Researchers from NCC Group
Recall that ARM TrustZone technology allows you to create hardware-isolated secure environments that are completely separated from the main system and run on a separate virtual processor using a separate specialized operating system. The main purpose of TrustZone is to provide isolated execution of handlers for encryption keys, biometric authentication, payment data and other sensitive information. Interaction with the main OS is carried out indirectly through the dispatching interface. The private encryption keys are stored inside a hardware-isolated keystore, which, if properly implemented, prevents them from being leaked if the underlying system is compromised.

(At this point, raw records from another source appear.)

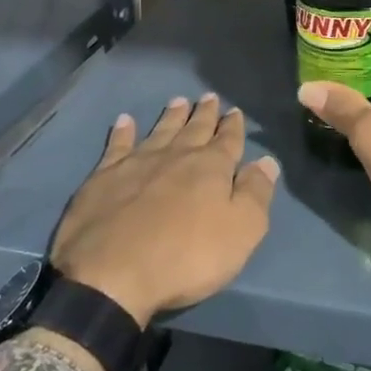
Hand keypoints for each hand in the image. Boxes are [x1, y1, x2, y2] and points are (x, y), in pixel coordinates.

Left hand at [50, 94, 278, 326]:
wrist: (112, 274)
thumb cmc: (186, 257)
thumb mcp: (241, 231)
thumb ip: (255, 193)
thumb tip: (267, 161)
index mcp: (211, 168)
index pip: (227, 141)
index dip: (233, 126)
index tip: (234, 111)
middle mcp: (176, 156)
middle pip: (194, 129)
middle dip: (204, 114)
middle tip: (209, 97)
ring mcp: (137, 163)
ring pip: (159, 131)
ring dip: (171, 116)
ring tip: (178, 101)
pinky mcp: (104, 178)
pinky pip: (117, 146)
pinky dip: (122, 132)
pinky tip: (124, 121)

The vulnerability is associated with a flaw in the implementation of the elliptic curve processing algorithm, which led to the leakage of information about the progress of data processing. Researchers have developed a side-channel attack technique that allows using existing indirect leaks to recover the contents of private keys located in a hardware-isolated
The main cause of the problem is the sharing of common hardware components and cache for calculations in the TrustZone and in the main system - isolation is performed at the level of logical separation, but using common computing units and with the settlement of traces of calculations and information about jump addresses in a common processor cache. Using the Prime + Probe method, based on assessing the change in access time to cached information, it is possible to track data flows and signs of code execution associated with computing digital signatures in the TrustZone with a sufficiently high accuracy by checking for the presence of certain patterns in the cache.
Most of the digital signature generation time using ECDSA keys in Qualcomm chips is spent on performing multiplication operations in a loop using an initialization vector that is unchanged for each signature (
In the case of Qualcomm, two places of leakage of such information in the multiplication algorithm were revealed: when performing search operations in tables and in the conditional data extraction code based on the value of the last bit in the nonce vector. Although Qualcomm's code contains measures to counteract leaks of information through third-party channels, the developed attack method allows you to bypass these measures and determine a few bits of the "nonce" value, which are enough to recover 256-bit ECDSA keys.